Action item: Count the lines in the following data that include "highway". Please write only the number.

[[ Data extracts, beginning ]]

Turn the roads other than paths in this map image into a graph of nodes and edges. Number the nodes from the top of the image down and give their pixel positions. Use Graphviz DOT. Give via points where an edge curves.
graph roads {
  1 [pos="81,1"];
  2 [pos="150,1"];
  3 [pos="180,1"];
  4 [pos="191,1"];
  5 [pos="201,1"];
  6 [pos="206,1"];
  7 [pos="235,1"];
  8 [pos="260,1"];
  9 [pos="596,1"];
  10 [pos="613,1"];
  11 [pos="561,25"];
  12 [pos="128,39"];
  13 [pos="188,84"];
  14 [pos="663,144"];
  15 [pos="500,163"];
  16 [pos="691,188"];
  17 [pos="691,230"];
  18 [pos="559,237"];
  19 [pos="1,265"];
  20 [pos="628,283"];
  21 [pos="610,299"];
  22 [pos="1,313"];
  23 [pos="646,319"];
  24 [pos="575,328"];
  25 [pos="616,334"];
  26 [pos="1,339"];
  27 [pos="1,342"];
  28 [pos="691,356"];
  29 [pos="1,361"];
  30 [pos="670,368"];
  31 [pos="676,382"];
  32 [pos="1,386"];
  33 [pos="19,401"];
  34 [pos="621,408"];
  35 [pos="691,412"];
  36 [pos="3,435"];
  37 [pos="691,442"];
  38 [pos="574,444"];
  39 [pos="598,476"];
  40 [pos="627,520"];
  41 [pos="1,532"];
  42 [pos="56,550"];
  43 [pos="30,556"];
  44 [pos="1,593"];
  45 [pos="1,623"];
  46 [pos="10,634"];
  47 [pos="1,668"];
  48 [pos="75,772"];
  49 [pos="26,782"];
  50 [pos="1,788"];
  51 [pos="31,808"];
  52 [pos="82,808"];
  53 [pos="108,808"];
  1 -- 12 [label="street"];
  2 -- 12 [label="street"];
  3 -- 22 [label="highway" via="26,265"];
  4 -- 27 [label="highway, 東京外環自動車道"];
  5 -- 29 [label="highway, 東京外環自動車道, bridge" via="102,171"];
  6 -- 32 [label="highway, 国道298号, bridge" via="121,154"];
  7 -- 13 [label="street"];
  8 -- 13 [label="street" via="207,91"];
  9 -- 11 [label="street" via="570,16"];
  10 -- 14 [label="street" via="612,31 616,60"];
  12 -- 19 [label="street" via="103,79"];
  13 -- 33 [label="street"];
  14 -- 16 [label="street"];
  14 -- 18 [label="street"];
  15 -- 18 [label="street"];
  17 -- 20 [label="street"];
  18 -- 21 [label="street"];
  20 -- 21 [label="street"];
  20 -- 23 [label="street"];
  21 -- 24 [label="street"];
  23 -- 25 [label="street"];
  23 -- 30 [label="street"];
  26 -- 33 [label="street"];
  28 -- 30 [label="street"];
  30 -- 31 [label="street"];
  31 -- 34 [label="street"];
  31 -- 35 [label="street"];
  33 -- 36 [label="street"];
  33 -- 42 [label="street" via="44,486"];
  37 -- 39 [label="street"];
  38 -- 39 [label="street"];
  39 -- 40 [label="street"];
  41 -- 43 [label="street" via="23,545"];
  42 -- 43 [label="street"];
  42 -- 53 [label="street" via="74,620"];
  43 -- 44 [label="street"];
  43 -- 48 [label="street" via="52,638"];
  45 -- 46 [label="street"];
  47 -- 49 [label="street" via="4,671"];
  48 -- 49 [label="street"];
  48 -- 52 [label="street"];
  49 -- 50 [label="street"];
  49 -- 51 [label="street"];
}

[[ Data extracts, end ]]

Response for this exercise: 4